I am marking 3 years of living in Israel by ordering Indian takeout and watching Orange is the New Black, while my almost 8-month-old sleeps and my husband is at the dog park with the pup.

I opened an email today from Nefesh B’Nefesh asking for advice for new olim. So, I’ve only been here 3 years – not totally equipped to advise others on how it’s done, but there is one thing that came to mind.

Lately, as I walk to the train from my office in Tel Aviv at the end of a long day, I have been really grateful for those telavivis that I pass by on the street. Some wear mismatched clothing, some are dressed to a T, some are smoking a cigarette or staring at a laptop, or sipping a latte, or chatting to their well-dressed companions. Everyone is relaxed. I am so grateful for them. I know that not all of Israel is this way, and to be sure, there are plenty of Israelis for whom I am not grateful, but these people – these laid back people on the streets of Tel Aviv – somehow they keep me grounded.

I think the best lesson I’ve learned so far about living in Israel is from watching these people – to relax, take it easy, and remember that life is beautiful. Especially as a new mom, I think all the time about how beautiful and precious life is, and how exciting everything is to someone who’s never seen it before.

Part of this finding beauty in the everyday, is to approach every person like he is your friend/neighbor/a human being. Have a laugh with the guy selling you coffee, make a joke with the customer service rep on the phone (even if it’s just about your terrible accent). When I first moved to Israel, every new experience was daunting, by virtue of the fact that it would take place in Hebrew. I would need to speak to someone who for sure wasn’t going to be patient with me, or maybe I would hold up the line at the register, or maybe I would do the wrong thing or say the wrong thing, and be totally embarrassed.

I am sure that my Hebrew language skills have improved by leaps and bounds, but the real difference is that now I’ve started to slow down a bit, take my time, in most of my daily interactions. Each time I am in a store, or on the phone, or trying to get anything accomplished by exchanging words with a Hebrew speaker, I pause, sometimes take a deep breath, and say “boker tov” (good morning), “mah nishmah?” (how are you?), “aich holech?” (how’s it going). Because chances are, they’re having a really nice relaxing morning, or a really long day – and if I jump at them with my bumbling Hebrish, it won’t help anyone. But, if I ask them how they’re doing, and let them know that I’m human too, we start off on a much better foot.

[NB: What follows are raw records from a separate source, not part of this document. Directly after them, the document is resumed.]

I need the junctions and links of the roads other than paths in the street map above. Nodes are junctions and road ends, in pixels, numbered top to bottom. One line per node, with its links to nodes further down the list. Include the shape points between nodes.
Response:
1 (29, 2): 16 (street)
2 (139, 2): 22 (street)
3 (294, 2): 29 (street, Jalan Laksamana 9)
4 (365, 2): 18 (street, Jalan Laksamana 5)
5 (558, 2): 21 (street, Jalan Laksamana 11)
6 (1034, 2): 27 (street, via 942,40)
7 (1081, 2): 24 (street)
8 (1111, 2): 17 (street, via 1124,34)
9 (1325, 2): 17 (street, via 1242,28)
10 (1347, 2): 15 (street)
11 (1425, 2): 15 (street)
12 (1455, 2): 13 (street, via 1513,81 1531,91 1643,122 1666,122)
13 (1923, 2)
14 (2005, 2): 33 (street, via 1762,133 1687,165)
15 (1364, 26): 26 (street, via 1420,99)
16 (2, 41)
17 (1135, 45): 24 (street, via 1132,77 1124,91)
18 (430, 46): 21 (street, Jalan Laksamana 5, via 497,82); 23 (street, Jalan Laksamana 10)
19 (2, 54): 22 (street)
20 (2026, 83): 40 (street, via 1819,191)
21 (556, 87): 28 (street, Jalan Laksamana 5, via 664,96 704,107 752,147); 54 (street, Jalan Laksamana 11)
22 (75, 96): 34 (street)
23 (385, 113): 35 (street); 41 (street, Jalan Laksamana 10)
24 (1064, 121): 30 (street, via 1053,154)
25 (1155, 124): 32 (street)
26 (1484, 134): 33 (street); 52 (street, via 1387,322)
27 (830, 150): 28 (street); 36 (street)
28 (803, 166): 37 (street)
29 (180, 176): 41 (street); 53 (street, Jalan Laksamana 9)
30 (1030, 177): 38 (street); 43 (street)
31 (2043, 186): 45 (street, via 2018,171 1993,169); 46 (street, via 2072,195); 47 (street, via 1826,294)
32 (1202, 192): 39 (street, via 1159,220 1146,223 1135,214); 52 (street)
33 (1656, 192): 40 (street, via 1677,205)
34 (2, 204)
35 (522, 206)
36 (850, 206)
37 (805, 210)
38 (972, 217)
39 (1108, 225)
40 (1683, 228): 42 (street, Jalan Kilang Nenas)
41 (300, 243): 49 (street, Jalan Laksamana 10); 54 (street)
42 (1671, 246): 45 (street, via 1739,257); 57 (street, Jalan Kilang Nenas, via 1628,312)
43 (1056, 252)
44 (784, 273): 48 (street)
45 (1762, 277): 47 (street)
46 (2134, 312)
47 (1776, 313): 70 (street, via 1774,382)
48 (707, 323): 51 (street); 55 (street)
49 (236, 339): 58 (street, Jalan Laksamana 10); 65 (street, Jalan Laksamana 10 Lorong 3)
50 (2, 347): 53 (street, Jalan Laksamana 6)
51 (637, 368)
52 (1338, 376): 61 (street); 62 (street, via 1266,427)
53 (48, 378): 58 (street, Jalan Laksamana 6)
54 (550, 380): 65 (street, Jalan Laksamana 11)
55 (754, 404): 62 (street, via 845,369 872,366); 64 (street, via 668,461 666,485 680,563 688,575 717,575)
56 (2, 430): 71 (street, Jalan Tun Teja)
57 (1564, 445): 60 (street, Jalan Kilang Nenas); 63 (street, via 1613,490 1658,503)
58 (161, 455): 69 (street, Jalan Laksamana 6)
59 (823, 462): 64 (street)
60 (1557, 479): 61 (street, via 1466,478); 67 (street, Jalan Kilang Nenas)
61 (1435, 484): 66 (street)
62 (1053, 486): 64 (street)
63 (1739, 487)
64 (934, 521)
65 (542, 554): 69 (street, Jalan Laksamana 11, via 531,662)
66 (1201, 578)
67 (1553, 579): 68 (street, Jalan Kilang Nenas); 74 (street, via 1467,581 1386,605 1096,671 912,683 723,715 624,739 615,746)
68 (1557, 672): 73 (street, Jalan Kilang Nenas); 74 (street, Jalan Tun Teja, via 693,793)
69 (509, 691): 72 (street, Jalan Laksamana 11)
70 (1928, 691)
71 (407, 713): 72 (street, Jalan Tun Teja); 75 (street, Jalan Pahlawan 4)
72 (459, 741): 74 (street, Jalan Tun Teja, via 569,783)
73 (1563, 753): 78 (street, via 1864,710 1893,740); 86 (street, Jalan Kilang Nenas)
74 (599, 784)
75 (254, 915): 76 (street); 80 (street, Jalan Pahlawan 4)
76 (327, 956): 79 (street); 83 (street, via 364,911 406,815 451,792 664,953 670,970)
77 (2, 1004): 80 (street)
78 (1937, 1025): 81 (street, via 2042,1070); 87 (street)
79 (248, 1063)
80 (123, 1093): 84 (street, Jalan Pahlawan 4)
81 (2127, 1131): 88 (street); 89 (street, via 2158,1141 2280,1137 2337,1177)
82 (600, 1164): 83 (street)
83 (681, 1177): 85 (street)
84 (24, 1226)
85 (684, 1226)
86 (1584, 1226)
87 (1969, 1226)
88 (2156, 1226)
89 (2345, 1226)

If you watch closely, this is how [many] Israelis do it. This could be the secret to having a pleasant exchange while shopping, calling customer service, or walking around your neighborhood. Approaching people like you care about them will always help you in the end. I actually think that if more people behaved this way anywhere in the world, we would all be better off. There’s no reason to treat someone like a robot – commiserate with them about how hot it is outside, and then tell them that you’d like to make a reservation, or that you’d like to find out if the bank is open on Saturday (it’s not).

Basically, take a breath, take your time, there’s no rush.